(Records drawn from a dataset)
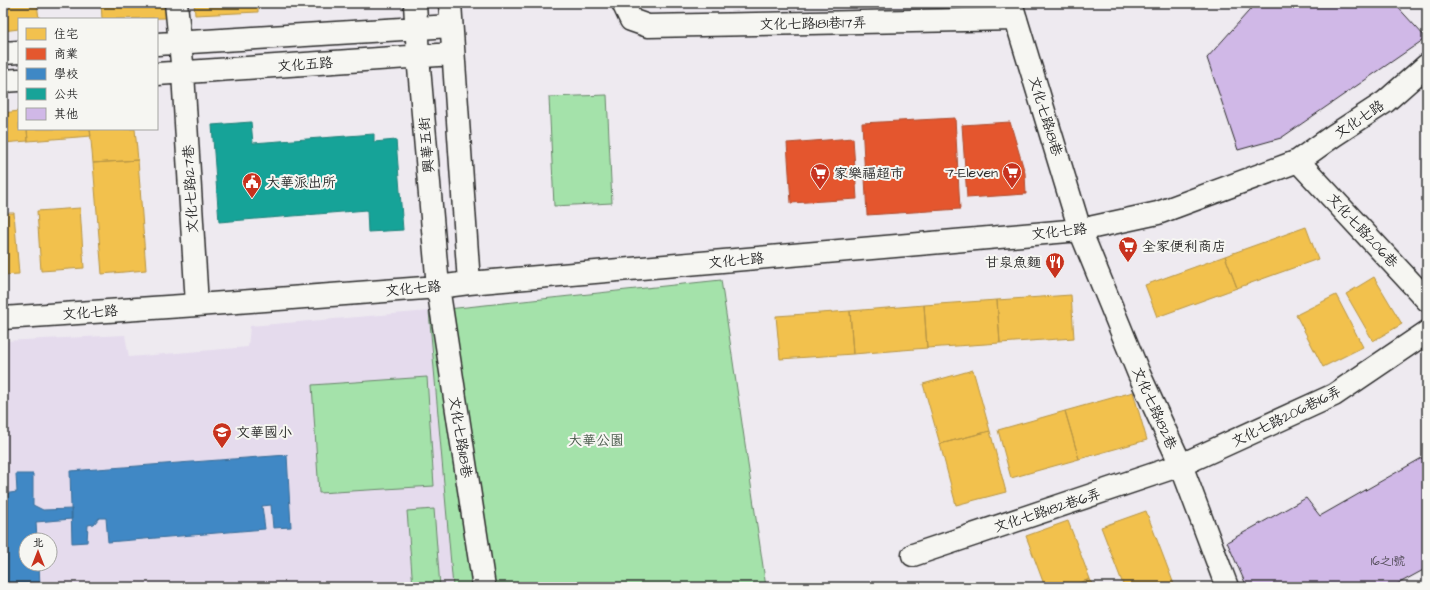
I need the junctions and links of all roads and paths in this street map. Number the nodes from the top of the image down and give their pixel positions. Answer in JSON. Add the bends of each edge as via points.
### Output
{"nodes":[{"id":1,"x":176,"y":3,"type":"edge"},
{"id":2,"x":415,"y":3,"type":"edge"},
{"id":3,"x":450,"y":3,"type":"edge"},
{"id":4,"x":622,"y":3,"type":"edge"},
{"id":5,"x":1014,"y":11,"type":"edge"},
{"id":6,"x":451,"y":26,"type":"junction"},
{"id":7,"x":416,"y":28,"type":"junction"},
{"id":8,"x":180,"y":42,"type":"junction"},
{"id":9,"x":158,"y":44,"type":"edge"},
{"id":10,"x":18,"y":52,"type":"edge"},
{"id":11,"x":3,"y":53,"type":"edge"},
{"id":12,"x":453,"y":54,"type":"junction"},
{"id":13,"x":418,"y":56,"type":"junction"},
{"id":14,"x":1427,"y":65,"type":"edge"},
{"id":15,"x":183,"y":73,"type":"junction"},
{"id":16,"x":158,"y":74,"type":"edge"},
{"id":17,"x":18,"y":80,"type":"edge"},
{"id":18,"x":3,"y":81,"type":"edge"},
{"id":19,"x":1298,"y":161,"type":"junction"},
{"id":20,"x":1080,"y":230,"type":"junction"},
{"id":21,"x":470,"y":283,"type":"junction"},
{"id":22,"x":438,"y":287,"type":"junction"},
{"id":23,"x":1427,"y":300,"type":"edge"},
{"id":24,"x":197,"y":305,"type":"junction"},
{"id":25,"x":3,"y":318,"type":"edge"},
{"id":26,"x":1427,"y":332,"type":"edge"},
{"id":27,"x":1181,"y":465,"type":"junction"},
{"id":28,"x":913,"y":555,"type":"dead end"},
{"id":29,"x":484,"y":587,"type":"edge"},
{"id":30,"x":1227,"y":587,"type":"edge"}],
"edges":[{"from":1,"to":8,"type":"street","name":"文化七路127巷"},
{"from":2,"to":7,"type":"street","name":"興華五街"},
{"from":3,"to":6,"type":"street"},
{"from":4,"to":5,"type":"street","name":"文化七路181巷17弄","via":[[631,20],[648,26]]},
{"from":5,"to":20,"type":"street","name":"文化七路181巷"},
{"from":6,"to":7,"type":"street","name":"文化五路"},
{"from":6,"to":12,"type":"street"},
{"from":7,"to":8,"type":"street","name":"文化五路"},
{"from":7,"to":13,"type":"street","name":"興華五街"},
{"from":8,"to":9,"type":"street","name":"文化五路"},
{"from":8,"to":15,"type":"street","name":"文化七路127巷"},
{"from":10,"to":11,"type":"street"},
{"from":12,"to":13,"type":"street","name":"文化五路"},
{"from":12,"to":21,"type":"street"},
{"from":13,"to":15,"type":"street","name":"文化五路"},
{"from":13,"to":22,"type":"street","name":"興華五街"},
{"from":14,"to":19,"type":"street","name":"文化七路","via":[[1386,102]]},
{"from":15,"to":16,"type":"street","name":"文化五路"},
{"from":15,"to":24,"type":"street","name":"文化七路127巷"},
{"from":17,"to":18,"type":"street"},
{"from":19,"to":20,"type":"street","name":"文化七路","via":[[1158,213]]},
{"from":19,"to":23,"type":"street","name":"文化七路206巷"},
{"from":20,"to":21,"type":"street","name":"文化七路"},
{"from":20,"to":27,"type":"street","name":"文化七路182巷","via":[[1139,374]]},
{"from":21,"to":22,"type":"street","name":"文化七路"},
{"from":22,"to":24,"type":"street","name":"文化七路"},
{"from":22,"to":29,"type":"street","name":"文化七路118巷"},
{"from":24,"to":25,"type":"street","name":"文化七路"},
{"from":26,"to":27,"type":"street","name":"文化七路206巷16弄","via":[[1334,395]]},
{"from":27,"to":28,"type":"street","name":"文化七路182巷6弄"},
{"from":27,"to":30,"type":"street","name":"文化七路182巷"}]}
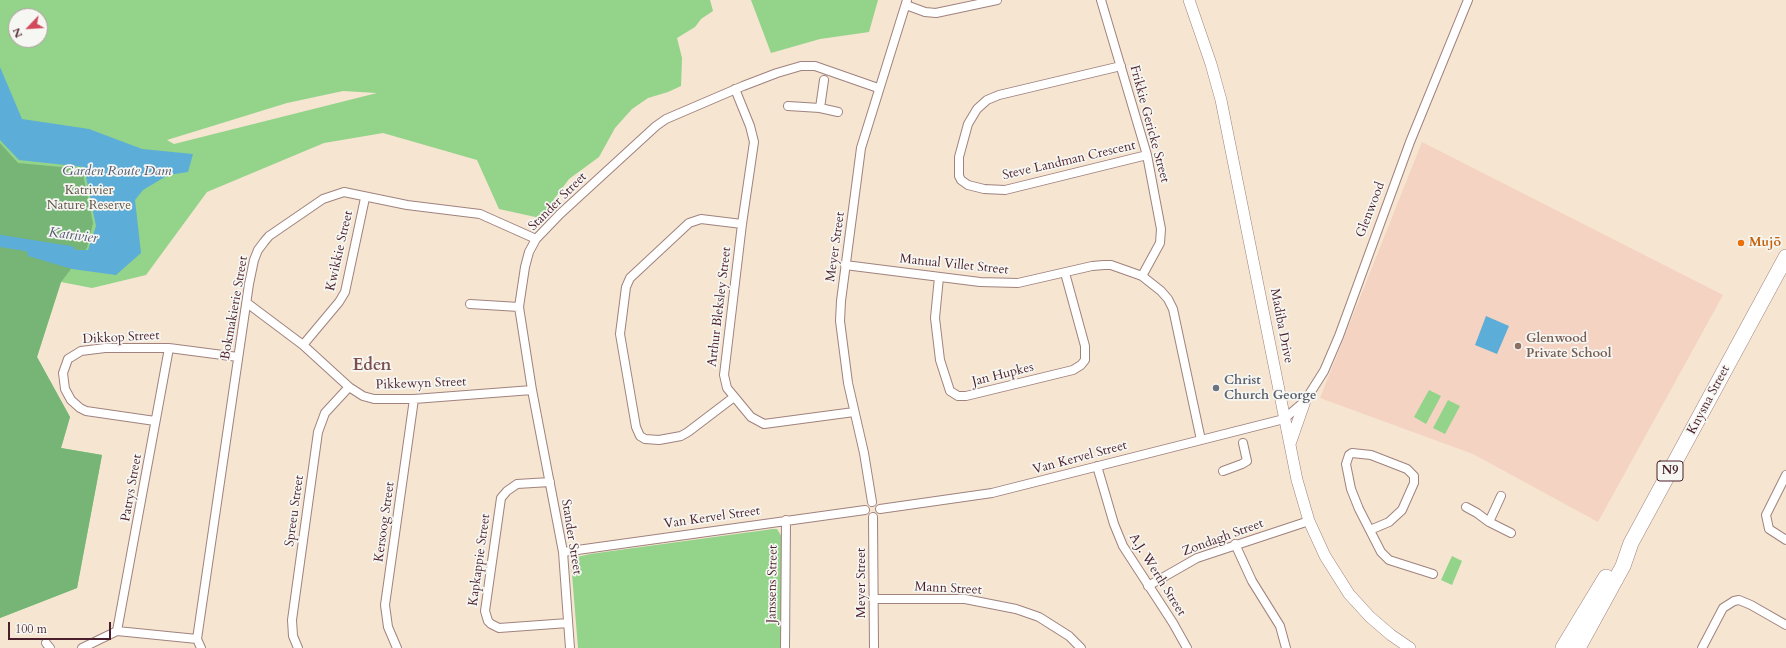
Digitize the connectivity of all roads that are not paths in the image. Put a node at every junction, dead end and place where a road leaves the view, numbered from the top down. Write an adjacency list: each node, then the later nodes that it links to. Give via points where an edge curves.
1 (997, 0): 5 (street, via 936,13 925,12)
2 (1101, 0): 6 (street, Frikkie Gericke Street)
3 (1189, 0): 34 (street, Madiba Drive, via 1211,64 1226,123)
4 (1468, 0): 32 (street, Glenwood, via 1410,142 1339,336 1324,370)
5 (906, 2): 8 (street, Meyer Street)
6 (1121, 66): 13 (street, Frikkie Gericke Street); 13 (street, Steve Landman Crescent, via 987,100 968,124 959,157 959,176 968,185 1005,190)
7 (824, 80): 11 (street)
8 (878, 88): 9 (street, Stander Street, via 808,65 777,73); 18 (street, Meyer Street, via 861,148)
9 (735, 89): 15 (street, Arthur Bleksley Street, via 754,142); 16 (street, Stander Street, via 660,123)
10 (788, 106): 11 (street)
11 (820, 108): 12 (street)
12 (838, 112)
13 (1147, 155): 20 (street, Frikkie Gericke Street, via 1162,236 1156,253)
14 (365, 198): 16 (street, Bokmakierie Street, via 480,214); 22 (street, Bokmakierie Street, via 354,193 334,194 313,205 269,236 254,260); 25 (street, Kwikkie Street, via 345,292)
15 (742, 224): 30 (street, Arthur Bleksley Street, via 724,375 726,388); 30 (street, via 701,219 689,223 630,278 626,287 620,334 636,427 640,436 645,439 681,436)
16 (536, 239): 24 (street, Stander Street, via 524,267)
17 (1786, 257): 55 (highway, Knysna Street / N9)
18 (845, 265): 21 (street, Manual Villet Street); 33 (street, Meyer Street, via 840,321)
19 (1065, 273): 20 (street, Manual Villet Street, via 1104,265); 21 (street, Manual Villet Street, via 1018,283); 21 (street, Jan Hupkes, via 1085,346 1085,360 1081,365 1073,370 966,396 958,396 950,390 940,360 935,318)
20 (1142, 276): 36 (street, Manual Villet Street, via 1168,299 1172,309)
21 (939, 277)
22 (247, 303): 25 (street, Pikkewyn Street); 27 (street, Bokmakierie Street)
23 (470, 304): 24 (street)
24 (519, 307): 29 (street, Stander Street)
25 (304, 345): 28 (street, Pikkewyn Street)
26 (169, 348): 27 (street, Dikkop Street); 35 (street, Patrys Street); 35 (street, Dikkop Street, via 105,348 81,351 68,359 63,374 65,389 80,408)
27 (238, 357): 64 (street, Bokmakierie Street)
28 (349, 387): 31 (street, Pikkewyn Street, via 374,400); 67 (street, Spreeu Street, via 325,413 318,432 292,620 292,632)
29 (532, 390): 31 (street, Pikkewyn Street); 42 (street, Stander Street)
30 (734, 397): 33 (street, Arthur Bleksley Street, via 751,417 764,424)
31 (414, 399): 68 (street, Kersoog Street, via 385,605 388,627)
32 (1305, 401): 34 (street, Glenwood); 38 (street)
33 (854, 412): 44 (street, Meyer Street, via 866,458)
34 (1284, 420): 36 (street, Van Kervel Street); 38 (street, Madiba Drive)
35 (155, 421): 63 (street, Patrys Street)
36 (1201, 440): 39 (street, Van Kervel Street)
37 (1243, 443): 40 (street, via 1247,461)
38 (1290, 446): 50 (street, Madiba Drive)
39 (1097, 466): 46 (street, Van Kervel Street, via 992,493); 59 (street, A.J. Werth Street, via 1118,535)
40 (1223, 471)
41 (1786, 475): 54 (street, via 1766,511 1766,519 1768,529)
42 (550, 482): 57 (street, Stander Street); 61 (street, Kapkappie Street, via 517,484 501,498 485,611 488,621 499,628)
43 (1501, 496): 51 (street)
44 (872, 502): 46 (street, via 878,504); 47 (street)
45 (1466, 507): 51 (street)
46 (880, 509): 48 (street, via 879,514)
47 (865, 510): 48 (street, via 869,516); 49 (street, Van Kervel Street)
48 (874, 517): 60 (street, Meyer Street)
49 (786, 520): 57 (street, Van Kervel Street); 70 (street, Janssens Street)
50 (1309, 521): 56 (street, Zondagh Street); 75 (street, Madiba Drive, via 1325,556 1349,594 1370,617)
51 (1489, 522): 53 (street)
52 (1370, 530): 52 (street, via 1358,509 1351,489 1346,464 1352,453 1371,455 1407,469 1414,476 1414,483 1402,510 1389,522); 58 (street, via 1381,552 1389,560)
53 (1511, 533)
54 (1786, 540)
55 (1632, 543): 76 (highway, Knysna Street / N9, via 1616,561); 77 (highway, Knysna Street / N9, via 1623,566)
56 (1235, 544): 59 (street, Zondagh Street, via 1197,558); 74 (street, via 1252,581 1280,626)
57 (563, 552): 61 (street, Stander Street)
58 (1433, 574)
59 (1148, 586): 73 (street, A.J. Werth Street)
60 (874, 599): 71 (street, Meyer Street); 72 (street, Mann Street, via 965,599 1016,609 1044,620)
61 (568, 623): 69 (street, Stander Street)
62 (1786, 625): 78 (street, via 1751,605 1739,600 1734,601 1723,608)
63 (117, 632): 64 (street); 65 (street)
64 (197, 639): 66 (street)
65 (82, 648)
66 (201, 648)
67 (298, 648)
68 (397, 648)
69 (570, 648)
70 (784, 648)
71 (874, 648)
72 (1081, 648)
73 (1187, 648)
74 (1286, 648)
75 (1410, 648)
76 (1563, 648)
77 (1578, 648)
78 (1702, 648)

Task to complete - Copy task for the entries above: every line with the string "Pikkewyn".

Written solution -
22 (247, 303): 25 (street, Pikkewyn Street); 27 (street, Bokmakierie Street)
25 (304, 345): 28 (street, Pikkewyn Street)
28 (349, 387): 31 (street, Pikkewyn Street, via 374,400); 67 (street, Spreeu Street, via 325,413 318,432 292,620 292,632)
29 (532, 390): 31 (street, Pikkewyn Street); 42 (street, Stander Street)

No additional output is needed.